* **Your assignment**: An exact, complete copy of the entries that follow is needed.

Segment Start: Dataset extract

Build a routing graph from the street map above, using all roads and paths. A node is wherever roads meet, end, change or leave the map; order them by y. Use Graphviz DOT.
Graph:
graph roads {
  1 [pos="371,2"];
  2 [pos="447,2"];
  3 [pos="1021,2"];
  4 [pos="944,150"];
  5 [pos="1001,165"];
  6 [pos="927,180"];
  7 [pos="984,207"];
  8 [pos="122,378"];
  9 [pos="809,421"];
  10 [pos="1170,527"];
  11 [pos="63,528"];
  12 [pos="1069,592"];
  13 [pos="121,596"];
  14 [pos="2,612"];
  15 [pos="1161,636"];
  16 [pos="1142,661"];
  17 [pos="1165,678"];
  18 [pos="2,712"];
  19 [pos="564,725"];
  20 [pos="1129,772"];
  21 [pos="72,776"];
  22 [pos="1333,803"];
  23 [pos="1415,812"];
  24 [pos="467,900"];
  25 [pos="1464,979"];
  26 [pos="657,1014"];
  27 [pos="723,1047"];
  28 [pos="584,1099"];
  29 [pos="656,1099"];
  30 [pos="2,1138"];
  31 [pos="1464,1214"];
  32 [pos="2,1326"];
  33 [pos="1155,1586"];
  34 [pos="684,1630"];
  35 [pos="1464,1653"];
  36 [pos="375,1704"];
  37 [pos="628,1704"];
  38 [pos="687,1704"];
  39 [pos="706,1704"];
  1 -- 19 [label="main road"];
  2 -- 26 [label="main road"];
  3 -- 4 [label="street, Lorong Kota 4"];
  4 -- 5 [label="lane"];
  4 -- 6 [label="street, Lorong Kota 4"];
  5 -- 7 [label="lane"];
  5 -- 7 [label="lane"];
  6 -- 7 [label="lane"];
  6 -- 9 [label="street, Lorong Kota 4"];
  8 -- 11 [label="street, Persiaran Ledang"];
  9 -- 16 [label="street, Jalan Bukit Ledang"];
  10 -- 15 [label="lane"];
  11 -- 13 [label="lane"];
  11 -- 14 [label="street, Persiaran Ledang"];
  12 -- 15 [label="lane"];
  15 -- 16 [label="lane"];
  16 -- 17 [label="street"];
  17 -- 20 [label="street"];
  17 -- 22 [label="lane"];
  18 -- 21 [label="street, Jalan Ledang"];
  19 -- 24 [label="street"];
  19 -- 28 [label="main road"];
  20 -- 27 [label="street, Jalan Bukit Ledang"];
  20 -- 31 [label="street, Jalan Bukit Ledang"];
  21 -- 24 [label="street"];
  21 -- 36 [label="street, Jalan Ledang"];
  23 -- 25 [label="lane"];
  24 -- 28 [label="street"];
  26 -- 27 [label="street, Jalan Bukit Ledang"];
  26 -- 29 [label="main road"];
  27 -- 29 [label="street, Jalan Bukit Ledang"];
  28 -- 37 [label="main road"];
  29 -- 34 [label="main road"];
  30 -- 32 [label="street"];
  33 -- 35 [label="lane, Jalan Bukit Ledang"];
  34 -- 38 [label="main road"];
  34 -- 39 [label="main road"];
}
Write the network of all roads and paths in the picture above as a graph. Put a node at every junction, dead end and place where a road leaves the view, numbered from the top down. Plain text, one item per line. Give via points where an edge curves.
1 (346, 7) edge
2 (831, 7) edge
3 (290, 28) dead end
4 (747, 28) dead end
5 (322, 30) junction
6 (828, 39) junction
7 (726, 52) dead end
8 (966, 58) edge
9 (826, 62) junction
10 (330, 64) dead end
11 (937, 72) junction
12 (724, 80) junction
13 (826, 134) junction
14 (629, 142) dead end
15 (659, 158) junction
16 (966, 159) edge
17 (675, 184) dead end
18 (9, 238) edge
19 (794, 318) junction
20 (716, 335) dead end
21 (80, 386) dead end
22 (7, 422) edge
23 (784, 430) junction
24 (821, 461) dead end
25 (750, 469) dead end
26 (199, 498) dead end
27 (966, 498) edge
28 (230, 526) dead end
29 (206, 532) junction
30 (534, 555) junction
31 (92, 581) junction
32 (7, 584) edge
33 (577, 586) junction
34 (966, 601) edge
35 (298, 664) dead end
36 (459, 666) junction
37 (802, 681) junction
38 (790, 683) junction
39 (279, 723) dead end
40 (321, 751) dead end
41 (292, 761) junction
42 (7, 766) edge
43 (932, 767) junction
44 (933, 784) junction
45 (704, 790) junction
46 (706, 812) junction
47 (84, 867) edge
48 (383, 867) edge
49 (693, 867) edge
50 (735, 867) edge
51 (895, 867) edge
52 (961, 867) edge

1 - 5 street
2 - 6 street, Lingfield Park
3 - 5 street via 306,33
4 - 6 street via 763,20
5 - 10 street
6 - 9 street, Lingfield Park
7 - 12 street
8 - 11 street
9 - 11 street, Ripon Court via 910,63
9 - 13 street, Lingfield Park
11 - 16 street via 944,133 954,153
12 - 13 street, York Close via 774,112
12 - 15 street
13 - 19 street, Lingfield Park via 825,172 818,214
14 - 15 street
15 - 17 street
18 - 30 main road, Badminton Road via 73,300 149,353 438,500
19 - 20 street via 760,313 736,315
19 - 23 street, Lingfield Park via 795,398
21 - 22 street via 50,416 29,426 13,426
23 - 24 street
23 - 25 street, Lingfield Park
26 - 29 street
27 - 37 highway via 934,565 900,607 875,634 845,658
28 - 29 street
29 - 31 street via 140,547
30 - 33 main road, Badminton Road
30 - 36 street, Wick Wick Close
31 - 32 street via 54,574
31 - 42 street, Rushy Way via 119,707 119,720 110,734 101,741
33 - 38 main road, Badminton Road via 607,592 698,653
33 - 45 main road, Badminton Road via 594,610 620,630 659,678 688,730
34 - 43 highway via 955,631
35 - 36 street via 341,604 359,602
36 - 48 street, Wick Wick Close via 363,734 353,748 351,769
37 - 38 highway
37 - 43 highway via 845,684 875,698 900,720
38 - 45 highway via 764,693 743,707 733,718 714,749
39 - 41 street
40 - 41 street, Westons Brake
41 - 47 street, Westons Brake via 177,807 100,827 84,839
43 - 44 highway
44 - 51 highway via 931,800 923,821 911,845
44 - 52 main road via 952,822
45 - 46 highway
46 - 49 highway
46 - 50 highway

Segment End: Dataset extract

* **Solution to the exercise**:
Build a routing graph from the street map above, using all roads and paths. A node is wherever roads meet, end, change or leave the map; order them by y. Use Graphviz DOT.
Graph:
graph roads {
  1 [pos="371,2"];
  2 [pos="447,2"];
  3 [pos="1021,2"];
  4 [pos="944,150"];
  5 [pos="1001,165"];
  6 [pos="927,180"];
  7 [pos="984,207"];
  8 [pos="122,378"];
  9 [pos="809,421"];
  10 [pos="1170,527"];
  11 [pos="63,528"];
  12 [pos="1069,592"];
  13 [pos="121,596"];
  14 [pos="2,612"];
  15 [pos="1161,636"];
  16 [pos="1142,661"];
  17 [pos="1165,678"];
  18 [pos="2,712"];
  19 [pos="564,725"];
  20 [pos="1129,772"];
  21 [pos="72,776"];
  22 [pos="1333,803"];
  23 [pos="1415,812"];
  24 [pos="467,900"];
  25 [pos="1464,979"];
  26 [pos="657,1014"];
  27 [pos="723,1047"];
  28 [pos="584,1099"];
  29 [pos="656,1099"];
  30 [pos="2,1138"];
  31 [pos="1464,1214"];
  32 [pos="2,1326"];
  33 [pos="1155,1586"];
  34 [pos="684,1630"];
  35 [pos="1464,1653"];
  36 [pos="375,1704"];
  37 [pos="628,1704"];
  38 [pos="687,1704"];
  39 [pos="706,1704"];
  1 -- 19 [label="main road"];
  2 -- 26 [label="main road"];
  3 -- 4 [label="street, Lorong Kota 4"];
  4 -- 5 [label="lane"];
  4 -- 6 [label="street, Lorong Kota 4"];
  5 -- 7 [label="lane"];
  5 -- 7 [label="lane"];
  6 -- 7 [label="lane"];
  6 -- 9 [label="street, Lorong Kota 4"];
  8 -- 11 [label="street, Persiaran Ledang"];
  9 -- 16 [label="street, Jalan Bukit Ledang"];
  10 -- 15 [label="lane"];
  11 -- 13 [label="lane"];
  11 -- 14 [label="street, Persiaran Ledang"];
  12 -- 15 [label="lane"];
  15 -- 16 [label="lane"];
  16 -- 17 [label="street"];
  17 -- 20 [label="street"];
  17 -- 22 [label="lane"];
  18 -- 21 [label="street, Jalan Ledang"];
  19 -- 24 [label="street"];
  19 -- 28 [label="main road"];
  20 -- 27 [label="street, Jalan Bukit Ledang"];
  20 -- 31 [label="street, Jalan Bukit Ledang"];
  21 -- 24 [label="street"];
  21 -- 36 [label="street, Jalan Ledang"];
  23 -- 25 [label="lane"];
  24 -- 28 [label="street"];
  26 -- 27 [label="street, Jalan Bukit Ledang"];
  26 -- 29 [label="main road"];
  27 -- 29 [label="street, Jalan Bukit Ledang"];
  28 -- 37 [label="main road"];
  29 -- 34 [label="main road"];
  30 -- 32 [label="street"];
  33 -- 35 [label="lane, Jalan Bukit Ledang"];
  34 -- 38 [label="main road"];
  34 -- 39 [label="main road"];
}
Write the network of all roads and paths in the picture above as a graph. Put a node at every junction, dead end and place where a road leaves the view, numbered from the top down. Plain text, one item per line. Give via points where an edge curves.
1 (346, 7) edge
2 (831, 7) edge
3 (290, 28) dead end
4 (747, 28) dead end
5 (322, 30) junction
6 (828, 39) junction
7 (726, 52) dead end
8 (966, 58) edge
9 (826, 62) junction
10 (330, 64) dead end
11 (937, 72) junction
12 (724, 80) junction
13 (826, 134) junction
14 (629, 142) dead end
15 (659, 158) junction
16 (966, 159) edge
17 (675, 184) dead end
18 (9, 238) edge
19 (794, 318) junction
20 (716, 335) dead end
21 (80, 386) dead end
22 (7, 422) edge
23 (784, 430) junction
24 (821, 461) dead end
25 (750, 469) dead end
26 (199, 498) dead end
27 (966, 498) edge
28 (230, 526) dead end
29 (206, 532) junction
30 (534, 555) junction
31 (92, 581) junction
32 (7, 584) edge
33 (577, 586) junction
34 (966, 601) edge
35 (298, 664) dead end
36 (459, 666) junction
37 (802, 681) junction
38 (790, 683) junction
39 (279, 723) dead end
40 (321, 751) dead end
41 (292, 761) junction
42 (7, 766) edge
43 (932, 767) junction
44 (933, 784) junction
45 (704, 790) junction
46 (706, 812) junction
47 (84, 867) edge
48 (383, 867) edge
49 (693, 867) edge
50 (735, 867) edge
51 (895, 867) edge
52 (961, 867) edge

1 - 5 street
2 - 6 street, Lingfield Park
3 - 5 street via 306,33
4 - 6 street via 763,20
5 - 10 street
6 - 9 street, Lingfield Park
7 - 12 street
8 - 11 street
9 - 11 street, Ripon Court via 910,63
9 - 13 street, Lingfield Park
11 - 16 street via 944,133 954,153
12 - 13 street, York Close via 774,112
12 - 15 street
13 - 19 street, Lingfield Park via 825,172 818,214
14 - 15 street
15 - 17 street
18 - 30 main road, Badminton Road via 73,300 149,353 438,500
19 - 20 street via 760,313 736,315
19 - 23 street, Lingfield Park via 795,398
21 - 22 street via 50,416 29,426 13,426
23 - 24 street
23 - 25 street, Lingfield Park
26 - 29 street
27 - 37 highway via 934,565 900,607 875,634 845,658
28 - 29 street
29 - 31 street via 140,547
30 - 33 main road, Badminton Road
30 - 36 street, Wick Wick Close
31 - 32 street via 54,574
31 - 42 street, Rushy Way via 119,707 119,720 110,734 101,741
33 - 38 main road, Badminton Road via 607,592 698,653
33 - 45 main road, Badminton Road via 594,610 620,630 659,678 688,730
34 - 43 highway via 955,631
35 - 36 street via 341,604 359,602
36 - 48 street, Wick Wick Close via 363,734 353,748 351,769
37 - 38 highway
37 - 43 highway via 845,684 875,698 900,720
38 - 45 highway via 764,693 743,707 733,718 714,749
39 - 41 street
40 - 41 street, Westons Brake
41 - 47 street, Westons Brake via 177,807 100,827 84,839
43 - 44 highway
44 - 51 highway via 931,800 923,821 911,845
44 - 52 main road via 952,822
45 - 46 highway
46 - 49 highway
46 - 50 highway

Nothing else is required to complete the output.